- [Exercise]
Each line of the records that includes "dead" should be found and copied.

- [Collected data entries]
◇ ◇ ◇

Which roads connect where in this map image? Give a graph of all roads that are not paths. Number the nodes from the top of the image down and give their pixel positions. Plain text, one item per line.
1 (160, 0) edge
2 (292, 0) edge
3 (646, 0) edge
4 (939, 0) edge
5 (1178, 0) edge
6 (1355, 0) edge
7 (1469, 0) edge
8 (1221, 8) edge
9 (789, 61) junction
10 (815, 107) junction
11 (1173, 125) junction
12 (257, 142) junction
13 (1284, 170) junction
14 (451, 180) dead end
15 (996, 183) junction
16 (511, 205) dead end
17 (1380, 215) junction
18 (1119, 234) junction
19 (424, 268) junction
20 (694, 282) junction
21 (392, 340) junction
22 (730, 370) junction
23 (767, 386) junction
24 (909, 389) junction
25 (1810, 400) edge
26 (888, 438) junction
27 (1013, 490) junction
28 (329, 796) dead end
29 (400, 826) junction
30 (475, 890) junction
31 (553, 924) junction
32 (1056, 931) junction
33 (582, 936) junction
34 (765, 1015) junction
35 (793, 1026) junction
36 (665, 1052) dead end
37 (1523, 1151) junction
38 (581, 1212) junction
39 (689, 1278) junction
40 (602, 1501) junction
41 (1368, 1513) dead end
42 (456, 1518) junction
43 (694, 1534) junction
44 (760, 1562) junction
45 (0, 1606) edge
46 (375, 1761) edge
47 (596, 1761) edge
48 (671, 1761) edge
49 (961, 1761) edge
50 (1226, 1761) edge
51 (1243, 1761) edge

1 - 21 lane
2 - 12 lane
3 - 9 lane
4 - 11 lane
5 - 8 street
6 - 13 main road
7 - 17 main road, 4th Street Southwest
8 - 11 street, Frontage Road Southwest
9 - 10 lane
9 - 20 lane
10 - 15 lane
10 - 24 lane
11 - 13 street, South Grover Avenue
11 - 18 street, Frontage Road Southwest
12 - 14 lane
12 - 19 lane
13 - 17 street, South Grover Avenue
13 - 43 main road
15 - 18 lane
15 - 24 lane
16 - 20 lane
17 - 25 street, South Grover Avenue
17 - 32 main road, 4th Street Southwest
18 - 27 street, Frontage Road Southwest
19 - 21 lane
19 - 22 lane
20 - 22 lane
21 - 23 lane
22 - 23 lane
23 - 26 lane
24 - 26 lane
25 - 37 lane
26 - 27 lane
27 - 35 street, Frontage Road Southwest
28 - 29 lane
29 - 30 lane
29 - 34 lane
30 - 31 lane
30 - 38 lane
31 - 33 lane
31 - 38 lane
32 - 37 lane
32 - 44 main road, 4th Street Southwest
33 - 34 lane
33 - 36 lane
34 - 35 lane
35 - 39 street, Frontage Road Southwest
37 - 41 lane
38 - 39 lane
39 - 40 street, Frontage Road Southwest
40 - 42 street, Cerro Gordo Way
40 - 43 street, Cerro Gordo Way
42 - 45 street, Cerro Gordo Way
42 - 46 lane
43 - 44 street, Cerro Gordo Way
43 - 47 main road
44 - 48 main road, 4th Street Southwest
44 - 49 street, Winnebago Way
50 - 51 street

◇ ◇ ◇

- [Written answer]
14 (451, 180) dead end
16 (511, 205) dead end
28 (329, 796) dead end
36 (665, 1052) dead end
41 (1368, 1513) dead end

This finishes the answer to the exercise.